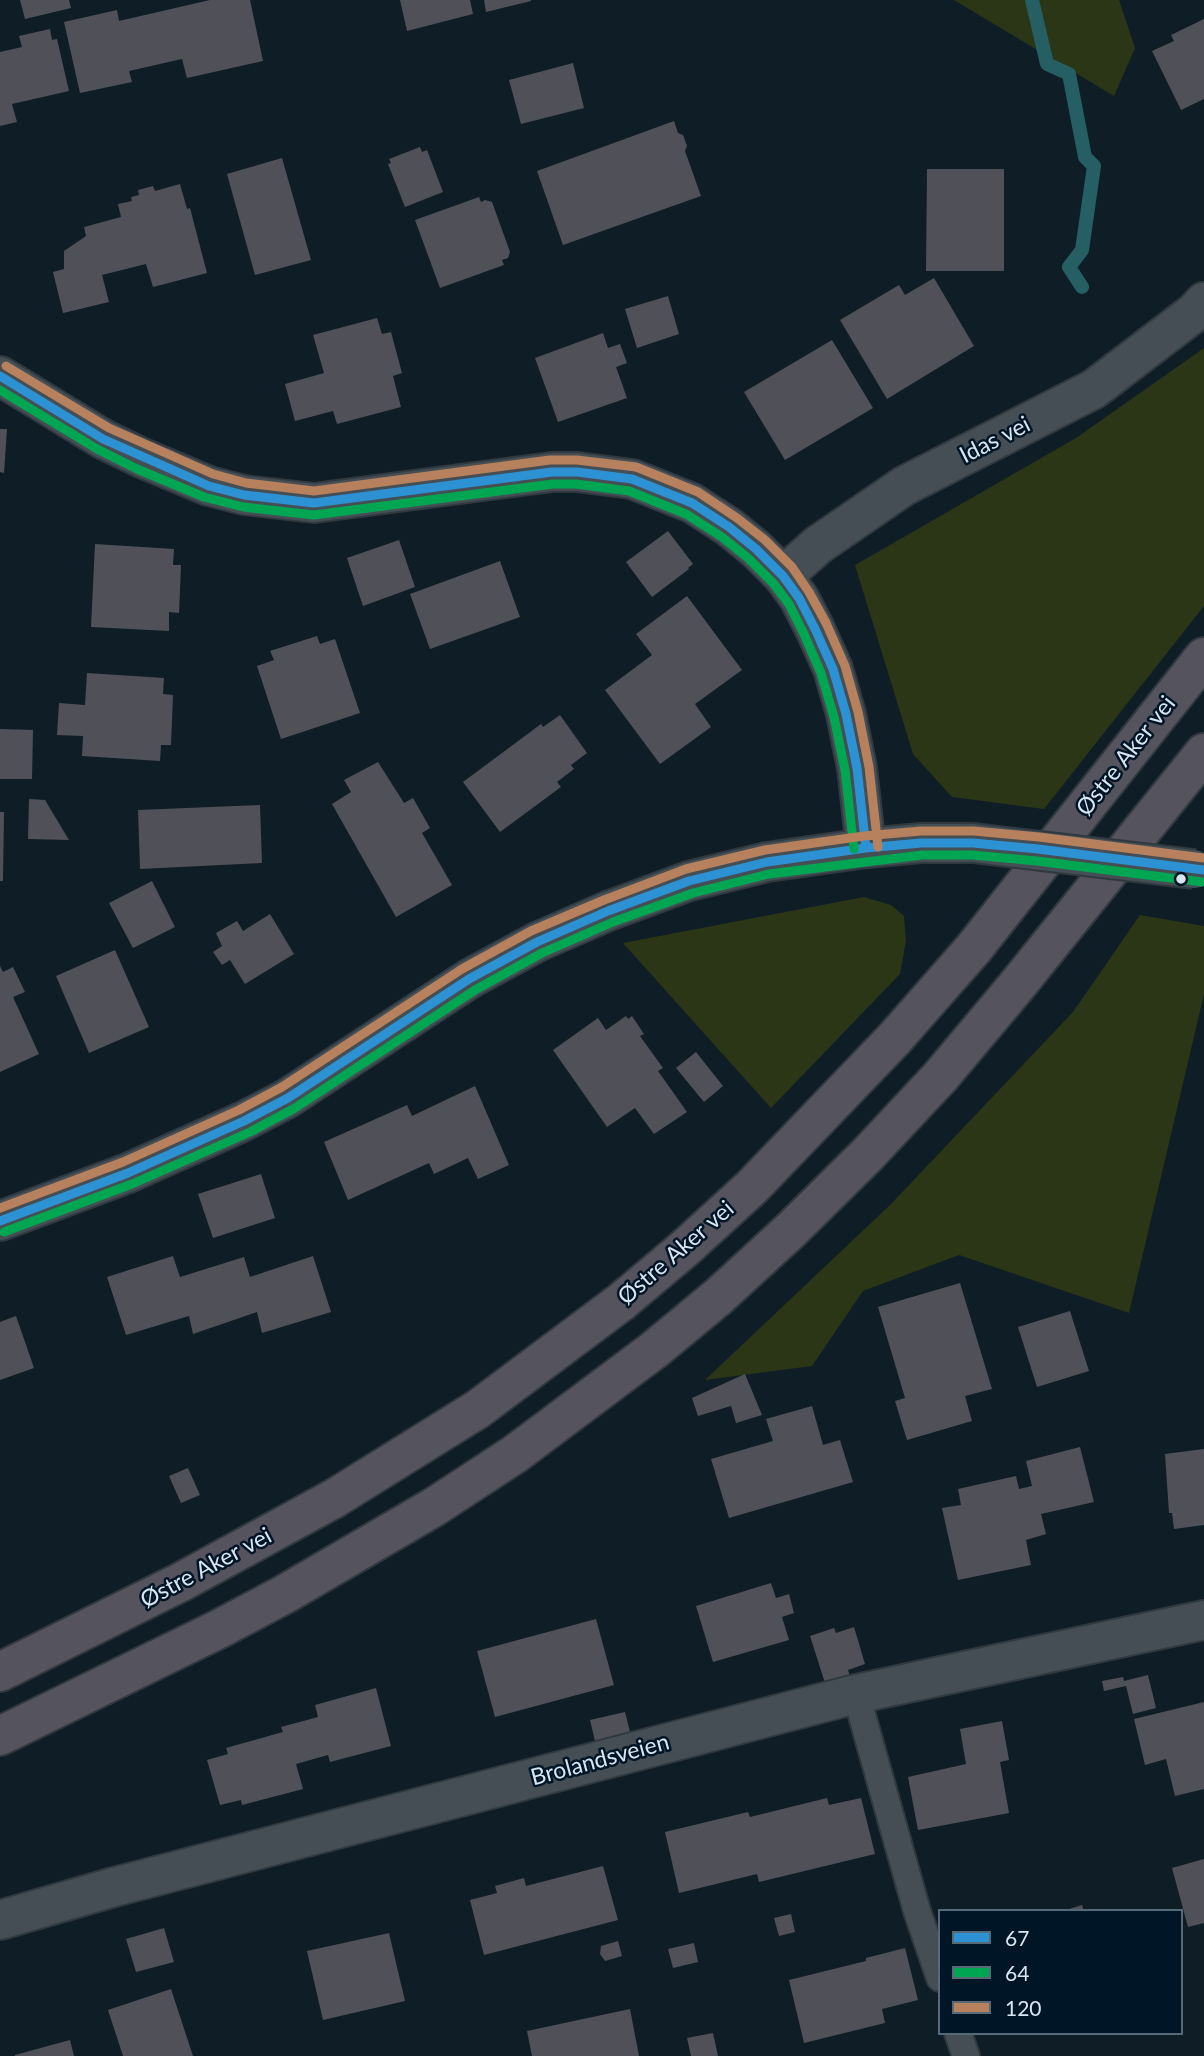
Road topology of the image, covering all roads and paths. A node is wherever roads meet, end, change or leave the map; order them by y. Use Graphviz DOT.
graph roads {
  1 [pos="1204,302"];
  2 [pos="0,376"];
  3 [pos="783,576"];
  4 [pos="1204,657"];
  5 [pos="1204,753"];
  6 [pos="866,848"];
  7 [pos="1199,869"];
  8 [pos="0,1221"];
  9 [pos="1204,1620"];
  10 [pos="0,1672"];
  11 [pos="856,1694"];
  12 [pos="0,1736"];
  13 [pos="0,1920"];
  14 [pos="938,1972"];
  15 [pos="959,2035"];
  16 [pos="966,2056"];
  1 -- 3 [label="street, Idas vei"];
  2 -- 3 [label="street"];
  3 -- 6 [label="street"];
  4 -- 10 [label="highway, Østre Aker vei"];
  5 -- 12 [label="highway"];
  6 -- 7 [label="street, bridge"];
  6 -- 8 [label="street"];
  9 -- 11 [label="street, Brolandsveien"];
  11 -- 13 [label="street, Brolandsveien"];
  11 -- 14 [label="lane"];
  15 -- 16 [label="lane"];
}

◆ WORK INSTRUCTION
Down to the final line, restate the material above word for word, but omit its pictures.

◆ EXERCISE SOLUTION
Road topology of the image, covering all roads and paths. A node is wherever roads meet, end, change or leave the map; order them by y. Use Graphviz DOT.
graph roads {
  1 [pos="1204,302"];
  2 [pos="0,376"];
  3 [pos="783,576"];
  4 [pos="1204,657"];
  5 [pos="1204,753"];
  6 [pos="866,848"];
  7 [pos="1199,869"];
  8 [pos="0,1221"];
  9 [pos="1204,1620"];
  10 [pos="0,1672"];
  11 [pos="856,1694"];
  12 [pos="0,1736"];
  13 [pos="0,1920"];
  14 [pos="938,1972"];
  15 [pos="959,2035"];
  16 [pos="966,2056"];
  1 -- 3 [label="street, Idas vei"];
  2 -- 3 [label="street"];
  3 -- 6 [label="street"];
  4 -- 10 [label="highway, Østre Aker vei"];
  5 -- 12 [label="highway"];
  6 -- 7 [label="street, bridge"];
  6 -- 8 [label="street"];
  9 -- 11 [label="street, Brolandsveien"];
  11 -- 13 [label="street, Brolandsveien"];
  11 -- 14 [label="lane"];
  15 -- 16 [label="lane"];
}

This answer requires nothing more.